» **The problem**
Repeat the listing that comes next, leaving nothing out and changing nothing.

» **Given data**
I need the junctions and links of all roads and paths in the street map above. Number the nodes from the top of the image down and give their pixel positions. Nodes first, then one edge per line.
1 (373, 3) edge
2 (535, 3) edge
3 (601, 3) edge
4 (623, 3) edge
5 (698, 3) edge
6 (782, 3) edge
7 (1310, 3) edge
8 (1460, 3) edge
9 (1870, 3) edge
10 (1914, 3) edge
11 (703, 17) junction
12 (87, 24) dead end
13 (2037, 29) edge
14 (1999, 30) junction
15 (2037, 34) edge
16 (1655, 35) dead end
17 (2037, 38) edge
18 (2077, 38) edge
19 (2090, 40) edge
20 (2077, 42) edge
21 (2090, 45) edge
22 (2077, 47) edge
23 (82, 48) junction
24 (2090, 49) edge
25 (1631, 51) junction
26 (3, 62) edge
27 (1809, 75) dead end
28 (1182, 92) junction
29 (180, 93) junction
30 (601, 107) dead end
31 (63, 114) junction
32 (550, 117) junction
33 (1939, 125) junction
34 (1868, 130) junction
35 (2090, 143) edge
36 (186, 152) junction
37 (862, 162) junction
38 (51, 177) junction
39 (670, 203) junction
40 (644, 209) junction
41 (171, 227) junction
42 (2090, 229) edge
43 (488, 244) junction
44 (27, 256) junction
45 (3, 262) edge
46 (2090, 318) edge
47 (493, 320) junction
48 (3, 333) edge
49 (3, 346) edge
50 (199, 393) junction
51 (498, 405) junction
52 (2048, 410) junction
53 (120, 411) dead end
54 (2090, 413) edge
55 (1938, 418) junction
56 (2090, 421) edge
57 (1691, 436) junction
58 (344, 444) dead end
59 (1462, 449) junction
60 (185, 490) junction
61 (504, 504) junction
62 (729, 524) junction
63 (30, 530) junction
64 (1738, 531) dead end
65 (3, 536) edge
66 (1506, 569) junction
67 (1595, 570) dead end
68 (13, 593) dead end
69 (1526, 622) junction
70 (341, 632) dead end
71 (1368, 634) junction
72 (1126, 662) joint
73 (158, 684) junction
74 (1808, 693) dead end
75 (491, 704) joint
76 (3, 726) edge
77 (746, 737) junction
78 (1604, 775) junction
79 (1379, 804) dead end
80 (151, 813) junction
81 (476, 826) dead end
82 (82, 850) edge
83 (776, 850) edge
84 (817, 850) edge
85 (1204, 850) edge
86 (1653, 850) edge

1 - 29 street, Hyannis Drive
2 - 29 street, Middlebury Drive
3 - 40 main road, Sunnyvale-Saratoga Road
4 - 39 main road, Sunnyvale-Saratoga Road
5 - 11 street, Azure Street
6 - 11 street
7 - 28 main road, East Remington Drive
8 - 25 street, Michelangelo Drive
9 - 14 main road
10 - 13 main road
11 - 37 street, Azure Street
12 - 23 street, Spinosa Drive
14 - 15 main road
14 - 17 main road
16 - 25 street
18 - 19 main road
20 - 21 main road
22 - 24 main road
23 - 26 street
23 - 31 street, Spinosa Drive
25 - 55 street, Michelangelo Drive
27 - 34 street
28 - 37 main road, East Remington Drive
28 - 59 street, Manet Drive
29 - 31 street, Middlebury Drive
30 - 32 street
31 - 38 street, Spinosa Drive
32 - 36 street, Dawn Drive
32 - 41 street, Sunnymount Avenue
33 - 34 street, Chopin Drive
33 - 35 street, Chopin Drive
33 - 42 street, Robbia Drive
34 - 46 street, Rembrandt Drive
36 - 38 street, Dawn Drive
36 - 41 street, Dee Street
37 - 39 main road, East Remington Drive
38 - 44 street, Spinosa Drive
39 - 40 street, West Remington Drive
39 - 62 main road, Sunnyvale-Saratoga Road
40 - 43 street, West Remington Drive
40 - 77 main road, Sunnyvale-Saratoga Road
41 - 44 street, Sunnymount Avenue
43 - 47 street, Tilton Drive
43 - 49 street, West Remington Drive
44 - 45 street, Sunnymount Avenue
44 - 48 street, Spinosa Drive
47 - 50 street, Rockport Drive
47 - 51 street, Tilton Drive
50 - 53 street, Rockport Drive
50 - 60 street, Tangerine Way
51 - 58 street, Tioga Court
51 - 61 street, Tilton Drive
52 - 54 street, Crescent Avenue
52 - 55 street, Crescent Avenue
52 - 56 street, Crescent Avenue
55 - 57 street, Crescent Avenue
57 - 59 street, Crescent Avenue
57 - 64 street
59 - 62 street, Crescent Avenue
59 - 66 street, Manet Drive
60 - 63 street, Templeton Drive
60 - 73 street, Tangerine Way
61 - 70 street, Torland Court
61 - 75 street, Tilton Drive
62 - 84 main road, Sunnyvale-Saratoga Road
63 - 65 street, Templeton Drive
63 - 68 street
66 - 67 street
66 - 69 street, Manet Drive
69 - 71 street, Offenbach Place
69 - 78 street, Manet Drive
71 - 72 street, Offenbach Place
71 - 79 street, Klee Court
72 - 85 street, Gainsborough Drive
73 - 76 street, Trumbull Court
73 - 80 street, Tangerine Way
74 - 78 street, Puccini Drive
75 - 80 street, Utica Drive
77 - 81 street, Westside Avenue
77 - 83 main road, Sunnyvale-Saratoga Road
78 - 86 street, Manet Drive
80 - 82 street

» **Completed task**
I need the junctions and links of all roads and paths in the street map above. Number the nodes from the top of the image down and give their pixel positions. Nodes first, then one edge per line.
1 (373, 3) edge
2 (535, 3) edge
3 (601, 3) edge
4 (623, 3) edge
5 (698, 3) edge
6 (782, 3) edge
7 (1310, 3) edge
8 (1460, 3) edge
9 (1870, 3) edge
10 (1914, 3) edge
11 (703, 17) junction
12 (87, 24) dead end
13 (2037, 29) edge
14 (1999, 30) junction
15 (2037, 34) edge
16 (1655, 35) dead end
17 (2037, 38) edge
18 (2077, 38) edge
19 (2090, 40) edge
20 (2077, 42) edge
21 (2090, 45) edge
22 (2077, 47) edge
23 (82, 48) junction
24 (2090, 49) edge
25 (1631, 51) junction
26 (3, 62) edge
27 (1809, 75) dead end
28 (1182, 92) junction
29 (180, 93) junction
30 (601, 107) dead end
31 (63, 114) junction
32 (550, 117) junction
33 (1939, 125) junction
34 (1868, 130) junction
35 (2090, 143) edge
36 (186, 152) junction
37 (862, 162) junction
38 (51, 177) junction
39 (670, 203) junction
40 (644, 209) junction
41 (171, 227) junction
42 (2090, 229) edge
43 (488, 244) junction
44 (27, 256) junction
45 (3, 262) edge
46 (2090, 318) edge
47 (493, 320) junction
48 (3, 333) edge
49 (3, 346) edge
50 (199, 393) junction
51 (498, 405) junction
52 (2048, 410) junction
53 (120, 411) dead end
54 (2090, 413) edge
55 (1938, 418) junction
56 (2090, 421) edge
57 (1691, 436) junction
58 (344, 444) dead end
59 (1462, 449) junction
60 (185, 490) junction
61 (504, 504) junction
62 (729, 524) junction
63 (30, 530) junction
64 (1738, 531) dead end
65 (3, 536) edge
66 (1506, 569) junction
67 (1595, 570) dead end
68 (13, 593) dead end
69 (1526, 622) junction
70 (341, 632) dead end
71 (1368, 634) junction
72 (1126, 662) joint
73 (158, 684) junction
74 (1808, 693) dead end
75 (491, 704) joint
76 (3, 726) edge
77 (746, 737) junction
78 (1604, 775) junction
79 (1379, 804) dead end
80 (151, 813) junction
81 (476, 826) dead end
82 (82, 850) edge
83 (776, 850) edge
84 (817, 850) edge
85 (1204, 850) edge
86 (1653, 850) edge

1 - 29 street, Hyannis Drive
2 - 29 street, Middlebury Drive
3 - 40 main road, Sunnyvale-Saratoga Road
4 - 39 main road, Sunnyvale-Saratoga Road
5 - 11 street, Azure Street
6 - 11 street
7 - 28 main road, East Remington Drive
8 - 25 street, Michelangelo Drive
9 - 14 main road
10 - 13 main road
11 - 37 street, Azure Street
12 - 23 street, Spinosa Drive
14 - 15 main road
14 - 17 main road
16 - 25 street
18 - 19 main road
20 - 21 main road
22 - 24 main road
23 - 26 street
23 - 31 street, Spinosa Drive
25 - 55 street, Michelangelo Drive
27 - 34 street
28 - 37 main road, East Remington Drive
28 - 59 street, Manet Drive
29 - 31 street, Middlebury Drive
30 - 32 street
31 - 38 street, Spinosa Drive
32 - 36 street, Dawn Drive
32 - 41 street, Sunnymount Avenue
33 - 34 street, Chopin Drive
33 - 35 street, Chopin Drive
33 - 42 street, Robbia Drive
34 - 46 street, Rembrandt Drive
36 - 38 street, Dawn Drive
36 - 41 street, Dee Street
37 - 39 main road, East Remington Drive
38 - 44 street, Spinosa Drive
39 - 40 street, West Remington Drive
39 - 62 main road, Sunnyvale-Saratoga Road
40 - 43 street, West Remington Drive
40 - 77 main road, Sunnyvale-Saratoga Road
41 - 44 street, Sunnymount Avenue
43 - 47 street, Tilton Drive
43 - 49 street, West Remington Drive
44 - 45 street, Sunnymount Avenue
44 - 48 street, Spinosa Drive
47 - 50 street, Rockport Drive
47 - 51 street, Tilton Drive
50 - 53 street, Rockport Drive
50 - 60 street, Tangerine Way
51 - 58 street, Tioga Court
51 - 61 street, Tilton Drive
52 - 54 street, Crescent Avenue
52 - 55 street, Crescent Avenue
52 - 56 street, Crescent Avenue
55 - 57 street, Crescent Avenue
57 - 59 street, Crescent Avenue
57 - 64 street
59 - 62 street, Crescent Avenue
59 - 66 street, Manet Drive
60 - 63 street, Templeton Drive
60 - 73 street, Tangerine Way
61 - 70 street, Torland Court
61 - 75 street, Tilton Drive
62 - 84 main road, Sunnyvale-Saratoga Road
63 - 65 street, Templeton Drive
63 - 68 street
66 - 67 street
66 - 69 street, Manet Drive
69 - 71 street, Offenbach Place
69 - 78 street, Manet Drive
71 - 72 street, Offenbach Place
71 - 79 street, Klee Court
72 - 85 street, Gainsborough Drive
73 - 76 street, Trumbull Court
73 - 80 street, Tangerine Way
74 - 78 street, Puccini Drive
75 - 80 street, Utica Drive
77 - 81 street, Westside Avenue
77 - 83 main road, Sunnyvale-Saratoga Road
78 - 86 street, Manet Drive
80 - 82 street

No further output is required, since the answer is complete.